Today was full of them, once I looked.
The facts: After a particularly bad night of sleep--you know, one of those where you wake up from crazy, stressful dreams at 3, and 3:30, and 3:45, and 4:17, and on--I decided to just cut my losses and go running before heading off to school. That's how I found myself pounding down the street in the 5:30 dark, breathing hard and feeling great, one of the only people seemingly alive in the world at that time. Not only did it totally clear my groggy, dream-fuzzed mind, but it gave me the time and the clarity to finally decide, with certainty, what the school day was going to look like. These early days are so much about setting up routines and the tenor of my classroom that finite plans--plans that tie up all the loose things I want students to internalize for the rest of the year--often come late in the game. It felt great to pound it all out in a pre-school run. I may have to incorporate more of those into my routine. Shake things up a bit.
The facts: One of my coworkers called me during my prep period today to ask if I wanted to come down and play her piano while her students--my students from last year--filled out a worksheet. I hemmed and hawed (performance anxiety, you know), but ultimately decided that I was being a wimp and I should just do it. And it made me so happy.
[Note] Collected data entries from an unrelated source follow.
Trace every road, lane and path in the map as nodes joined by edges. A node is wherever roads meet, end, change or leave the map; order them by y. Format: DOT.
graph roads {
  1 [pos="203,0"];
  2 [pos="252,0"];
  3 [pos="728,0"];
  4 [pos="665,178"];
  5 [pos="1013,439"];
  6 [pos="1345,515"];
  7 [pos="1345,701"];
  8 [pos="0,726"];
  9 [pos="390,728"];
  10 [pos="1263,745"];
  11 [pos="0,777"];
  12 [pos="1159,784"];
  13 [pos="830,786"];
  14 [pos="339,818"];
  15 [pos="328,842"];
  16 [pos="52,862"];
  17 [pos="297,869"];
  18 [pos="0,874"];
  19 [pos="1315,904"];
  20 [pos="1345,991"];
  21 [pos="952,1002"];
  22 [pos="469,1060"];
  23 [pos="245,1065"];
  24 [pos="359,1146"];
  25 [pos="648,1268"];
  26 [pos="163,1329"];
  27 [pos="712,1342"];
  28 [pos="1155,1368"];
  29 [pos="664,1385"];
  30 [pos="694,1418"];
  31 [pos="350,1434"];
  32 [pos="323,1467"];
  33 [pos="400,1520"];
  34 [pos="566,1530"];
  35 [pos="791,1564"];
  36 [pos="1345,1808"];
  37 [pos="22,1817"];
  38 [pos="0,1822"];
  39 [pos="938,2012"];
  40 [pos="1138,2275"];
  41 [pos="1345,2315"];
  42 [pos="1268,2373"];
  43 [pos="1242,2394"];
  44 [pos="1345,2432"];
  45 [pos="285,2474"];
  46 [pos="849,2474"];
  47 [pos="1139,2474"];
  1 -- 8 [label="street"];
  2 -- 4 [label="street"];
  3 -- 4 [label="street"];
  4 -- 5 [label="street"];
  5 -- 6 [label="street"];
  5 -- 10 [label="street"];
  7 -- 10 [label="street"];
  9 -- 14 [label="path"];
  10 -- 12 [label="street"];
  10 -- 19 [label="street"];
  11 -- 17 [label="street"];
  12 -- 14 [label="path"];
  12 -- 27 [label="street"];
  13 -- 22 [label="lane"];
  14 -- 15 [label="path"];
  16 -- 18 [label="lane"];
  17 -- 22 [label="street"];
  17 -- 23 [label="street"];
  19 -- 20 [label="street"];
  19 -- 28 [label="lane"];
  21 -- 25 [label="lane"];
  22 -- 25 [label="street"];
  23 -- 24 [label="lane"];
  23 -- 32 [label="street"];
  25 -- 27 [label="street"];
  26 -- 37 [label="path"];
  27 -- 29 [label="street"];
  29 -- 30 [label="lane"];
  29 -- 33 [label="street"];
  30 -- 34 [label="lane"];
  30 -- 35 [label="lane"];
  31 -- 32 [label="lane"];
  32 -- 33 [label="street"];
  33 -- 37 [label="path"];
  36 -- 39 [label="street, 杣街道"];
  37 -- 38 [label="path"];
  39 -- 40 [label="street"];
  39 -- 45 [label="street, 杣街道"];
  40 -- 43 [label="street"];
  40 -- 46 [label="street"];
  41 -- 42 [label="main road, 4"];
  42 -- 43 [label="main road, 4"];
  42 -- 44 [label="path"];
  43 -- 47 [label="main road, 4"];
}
Imagine walking into a room of your previous students, all of whom seem so excited to see you again. ("Ms Honnold!!! Do you miss us? Are this year's students as cool as we were?") And then imagine sitting down and starting to play the piano, and the room seems to instantly settle. Not only were they quiet, immediately, but it felt like everyone's shoulders relaxed, like everyone breathed a little more deeply, like everyone was just a little more calm. It was spectacularly awesome. Afterward they clapped and told me to come back, and I left with a huge smile on my face.
How cool is it of my coworker, by the way, to think of having me play the piano while her kids do a worksheet? I love my job.
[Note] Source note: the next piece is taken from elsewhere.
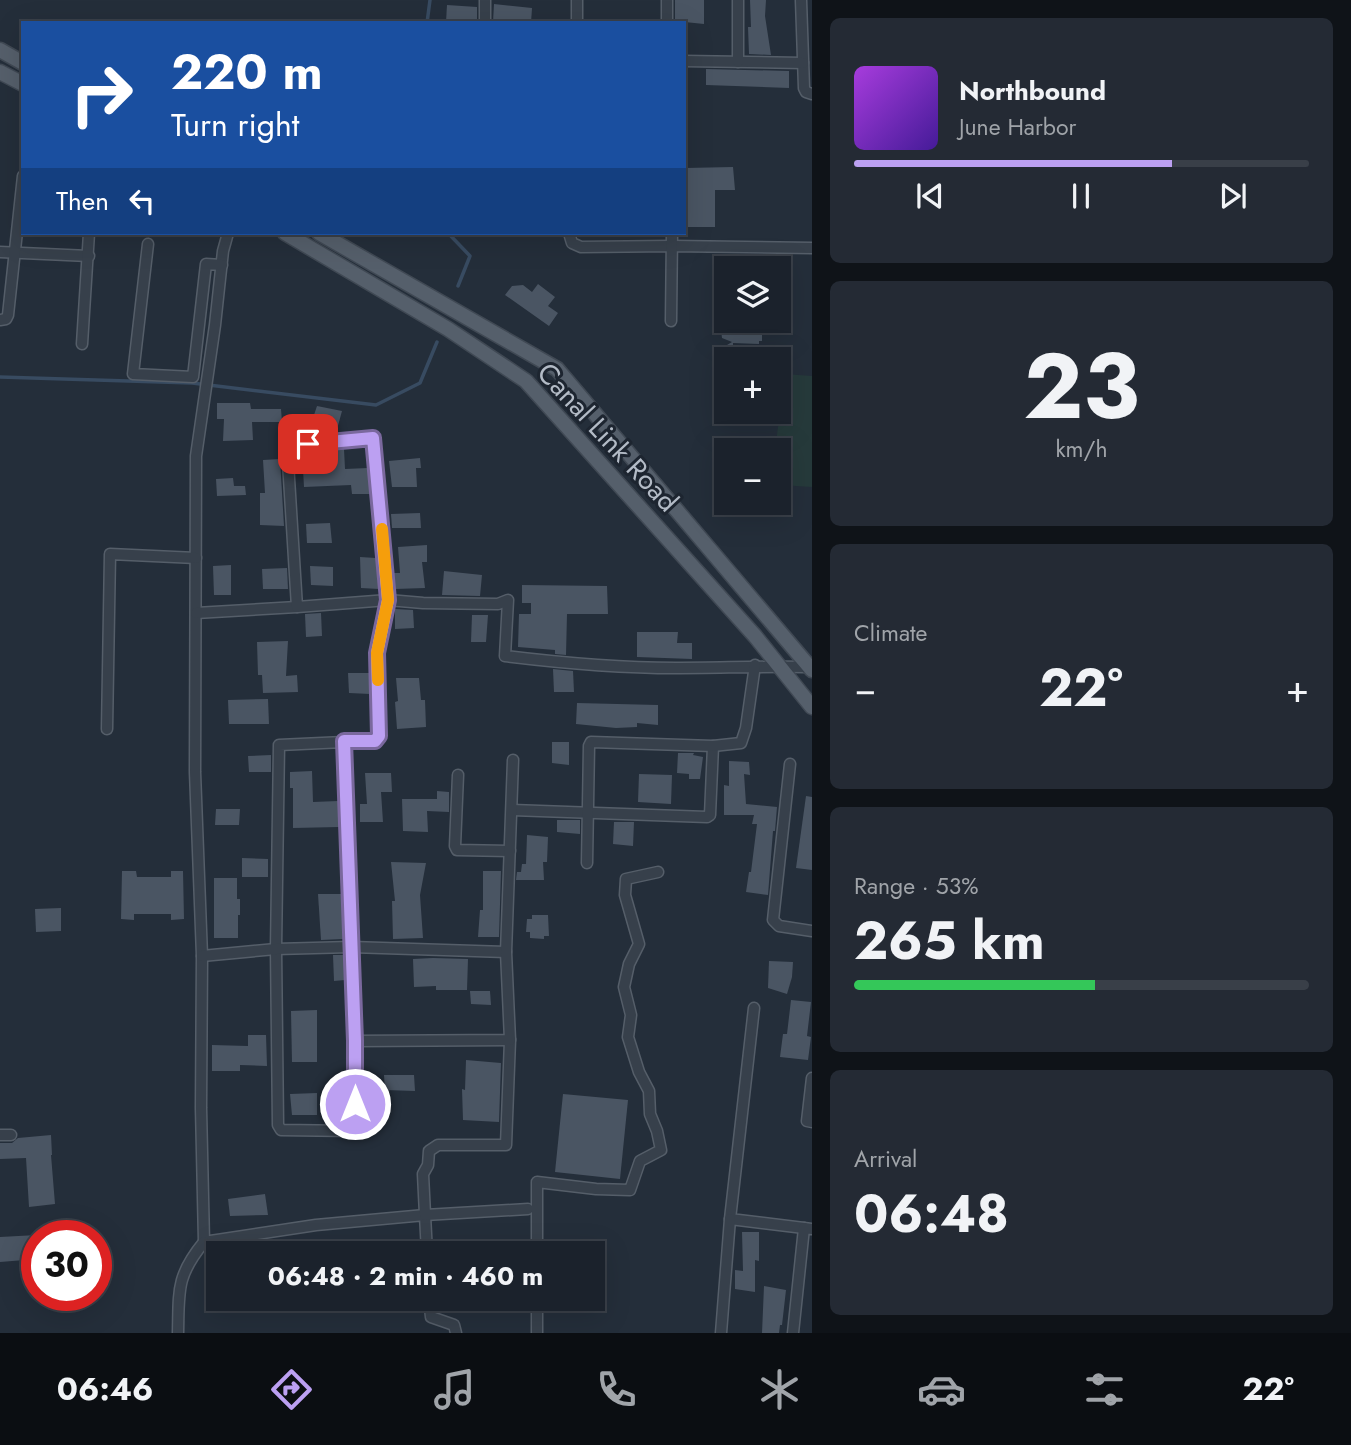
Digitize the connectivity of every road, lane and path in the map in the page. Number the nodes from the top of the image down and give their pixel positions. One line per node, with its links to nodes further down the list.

The facts: I've just now finished a batch of vegan muffins for any of my coworkers who bike to work tomorrow as part of the bike commute challenge. This year, I'm going on the offensive trying to get people to use their bikes--and that includes bribery. But cooking for others is one of the best things ever. And whenever I do it, I imagine Like Water for Chocolate--they must taste better because of all the love and happy thoughts radiating from me as I made them. Because they're pretty damn good.
I am a very, very happy stasia right now.